Research Interests 🔬

Dr. Dhas’ primary research interests lie in Artificial Intelligence, Data Science, Clustering Techniques, Big Data Analytics, and Network Security. He has worked extensively on the following areas:

  • Clustering Techniques: Investigating different clustering algorithms for analyzing temporal relational data.
  • Heart Disease Prediction: Using machine learning techniques for early-stage heart disease prediction.
  • Network Intrusion Detection: Optimizing deep learning approaches for network security.
  • Big Data: Exploring synergetic filtering and neural network techniques for handling large datasets.

Awards & Honors 🏆

Dr. Dhas has received multiple recognitions for his outstanding contributions in research and education, including:

  • Indian Patent (2022) for “Monitoring E-Health Care System Using Artificial Intelligence Techniques”.
  • Member of the Internet Society and International Association of Engineers (IAENG), further reflecting his international recognition in the field.
  • Reviewer for several renowned journals, including International Journal of Information Technology and Decision Making (IJITDM) and Journal of Scientific Research and Reports (JSRR).

Achievements 🌟

  • Successfully published numerous papers in high-impact journals such as Expert Systems With Applications (Elsevier), International Journal of Engineering and Advanced Technology (IJEAT), and Indian Journal of Natural Sciences (IJONS).
  • Served as a reviewer for several prestigious international journals and conferences, contributing to the academic community’s growth.
  • Authored multiple book chapters in edited volumes on topics like data clustering and artificial intelligence, further establishing his expertise.

Upcoming Projects 🚀

  • Dr.
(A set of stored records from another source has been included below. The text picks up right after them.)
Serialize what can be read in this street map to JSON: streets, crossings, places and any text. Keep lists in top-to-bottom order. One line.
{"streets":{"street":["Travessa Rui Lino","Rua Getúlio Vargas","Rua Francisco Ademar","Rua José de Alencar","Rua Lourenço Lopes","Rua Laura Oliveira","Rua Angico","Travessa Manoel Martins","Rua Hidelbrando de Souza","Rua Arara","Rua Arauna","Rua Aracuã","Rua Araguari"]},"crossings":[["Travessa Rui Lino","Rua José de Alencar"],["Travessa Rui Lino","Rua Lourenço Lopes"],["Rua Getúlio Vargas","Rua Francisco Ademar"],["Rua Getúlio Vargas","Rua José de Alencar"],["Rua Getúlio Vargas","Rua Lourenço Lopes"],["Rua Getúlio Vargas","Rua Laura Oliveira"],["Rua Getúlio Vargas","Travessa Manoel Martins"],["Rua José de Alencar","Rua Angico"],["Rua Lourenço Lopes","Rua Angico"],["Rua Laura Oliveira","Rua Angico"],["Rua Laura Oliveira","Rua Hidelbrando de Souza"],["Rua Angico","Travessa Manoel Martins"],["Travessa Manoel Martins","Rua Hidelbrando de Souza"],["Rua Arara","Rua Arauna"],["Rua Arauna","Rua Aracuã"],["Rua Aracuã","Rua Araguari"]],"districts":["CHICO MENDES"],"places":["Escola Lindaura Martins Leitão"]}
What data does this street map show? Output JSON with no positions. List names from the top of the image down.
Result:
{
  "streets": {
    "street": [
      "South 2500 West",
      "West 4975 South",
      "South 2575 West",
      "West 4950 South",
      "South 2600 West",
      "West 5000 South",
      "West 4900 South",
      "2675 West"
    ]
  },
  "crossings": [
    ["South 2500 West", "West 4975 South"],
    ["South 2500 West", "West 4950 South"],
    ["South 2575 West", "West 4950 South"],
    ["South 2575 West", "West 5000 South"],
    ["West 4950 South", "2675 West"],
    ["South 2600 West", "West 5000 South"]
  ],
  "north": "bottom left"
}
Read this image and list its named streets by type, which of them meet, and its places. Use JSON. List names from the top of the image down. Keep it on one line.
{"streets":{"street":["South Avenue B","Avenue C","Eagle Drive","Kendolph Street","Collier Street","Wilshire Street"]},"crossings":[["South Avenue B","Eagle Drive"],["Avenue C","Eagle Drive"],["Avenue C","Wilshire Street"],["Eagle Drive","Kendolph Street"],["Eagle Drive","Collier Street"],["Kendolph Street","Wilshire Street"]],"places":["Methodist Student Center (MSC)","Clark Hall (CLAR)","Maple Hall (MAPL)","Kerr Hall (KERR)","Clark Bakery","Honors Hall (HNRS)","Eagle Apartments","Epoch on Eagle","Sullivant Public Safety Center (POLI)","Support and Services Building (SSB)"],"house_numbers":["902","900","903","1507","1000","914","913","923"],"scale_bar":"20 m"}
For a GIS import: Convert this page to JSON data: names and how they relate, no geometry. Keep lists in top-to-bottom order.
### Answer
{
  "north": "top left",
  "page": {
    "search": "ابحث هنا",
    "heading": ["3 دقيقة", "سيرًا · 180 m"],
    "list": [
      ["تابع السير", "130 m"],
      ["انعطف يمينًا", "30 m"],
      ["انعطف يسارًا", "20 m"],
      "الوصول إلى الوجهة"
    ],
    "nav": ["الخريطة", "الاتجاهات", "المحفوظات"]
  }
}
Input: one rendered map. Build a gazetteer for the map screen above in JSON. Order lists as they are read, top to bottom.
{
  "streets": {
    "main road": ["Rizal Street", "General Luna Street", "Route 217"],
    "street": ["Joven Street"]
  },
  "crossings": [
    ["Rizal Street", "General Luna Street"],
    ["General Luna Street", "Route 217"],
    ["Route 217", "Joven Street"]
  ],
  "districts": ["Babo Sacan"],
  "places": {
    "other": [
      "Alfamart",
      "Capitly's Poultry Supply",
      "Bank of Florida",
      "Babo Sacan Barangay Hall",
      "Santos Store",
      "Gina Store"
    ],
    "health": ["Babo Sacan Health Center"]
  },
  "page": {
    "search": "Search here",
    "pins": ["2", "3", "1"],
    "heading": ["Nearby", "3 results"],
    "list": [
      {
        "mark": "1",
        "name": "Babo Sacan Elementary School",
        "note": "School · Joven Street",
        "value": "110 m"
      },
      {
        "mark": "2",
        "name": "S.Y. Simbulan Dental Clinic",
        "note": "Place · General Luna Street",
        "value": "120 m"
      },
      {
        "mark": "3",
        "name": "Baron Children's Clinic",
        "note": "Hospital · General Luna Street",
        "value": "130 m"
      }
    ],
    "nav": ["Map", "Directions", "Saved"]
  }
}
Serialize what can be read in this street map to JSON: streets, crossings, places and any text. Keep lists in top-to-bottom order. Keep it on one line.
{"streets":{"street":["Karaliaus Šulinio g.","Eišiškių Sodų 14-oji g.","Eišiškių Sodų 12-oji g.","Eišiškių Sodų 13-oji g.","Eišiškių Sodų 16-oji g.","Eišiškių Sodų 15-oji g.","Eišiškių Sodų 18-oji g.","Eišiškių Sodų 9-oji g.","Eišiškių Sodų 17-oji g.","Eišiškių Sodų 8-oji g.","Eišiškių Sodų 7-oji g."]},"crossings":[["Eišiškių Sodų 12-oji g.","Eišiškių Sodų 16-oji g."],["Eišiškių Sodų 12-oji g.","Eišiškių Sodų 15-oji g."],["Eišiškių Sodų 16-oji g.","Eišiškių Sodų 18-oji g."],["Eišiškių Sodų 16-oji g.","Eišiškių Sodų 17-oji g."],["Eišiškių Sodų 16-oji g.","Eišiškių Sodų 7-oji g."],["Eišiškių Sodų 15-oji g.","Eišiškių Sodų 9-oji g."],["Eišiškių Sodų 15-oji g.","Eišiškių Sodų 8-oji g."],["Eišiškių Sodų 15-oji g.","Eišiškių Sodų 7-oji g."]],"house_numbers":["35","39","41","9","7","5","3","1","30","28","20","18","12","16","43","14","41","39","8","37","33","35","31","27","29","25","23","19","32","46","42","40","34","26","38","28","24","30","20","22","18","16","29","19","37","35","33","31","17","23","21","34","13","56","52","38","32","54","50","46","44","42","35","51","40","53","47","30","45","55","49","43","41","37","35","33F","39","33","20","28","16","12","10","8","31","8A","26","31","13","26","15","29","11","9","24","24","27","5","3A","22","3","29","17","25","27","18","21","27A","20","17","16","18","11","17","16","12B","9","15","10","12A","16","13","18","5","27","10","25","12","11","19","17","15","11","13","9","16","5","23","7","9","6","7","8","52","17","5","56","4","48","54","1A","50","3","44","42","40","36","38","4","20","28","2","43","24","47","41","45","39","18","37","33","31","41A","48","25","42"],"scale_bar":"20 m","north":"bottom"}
Dhas is currently engaged in projects related to AI-driven healthcare systems, particularly focusing on AI in early disease detection.
  • He is also exploring the use of neural networks and big data analytics to tackle contemporary challenges in network security and data privacy.

Publications 📚

  1. “Hybrid Fast Correlation-based Feature Selection with Improved Weighed Particle Swarm Optimization to Predict and Classify Heart Disease at an Early Stage”, Indian Journal of Natural Sciences (IJONS), Vol. 15, Issue 85, August 2024, Pages 76542 – 76550.
  2. “Network Intrusion Detection: An Optimized Deep Learning Approach Using Big Data Analytics”, Expert Systems With Applications, Elsevier, Volume 251, 1 October 2024, 123919.
  3. “Kulczynski Similarity Index Feature Selection based Map Estimated Rocchio Classification for Brain Tumor Disease Diagnosis”, International Journal on Recent and Innovation Trends in Computing and Communication (IJRITCC), December 2023.
  4. “Identification of Clustering Techniques with Temporal Relational Data Points”, International Journal of Interdisciplinary Global Studies (IJIGS), Volume 14, Issue 04, Oct-Dec’ 2020.
  5. “Efficient Synergetic Filtering in Big Dataset using Neural Network Technique”, International Journal of Recent Technology and Engineering (IJRTE), Volume 8, Issue 5, January 2020, Pages 1349 – 1360.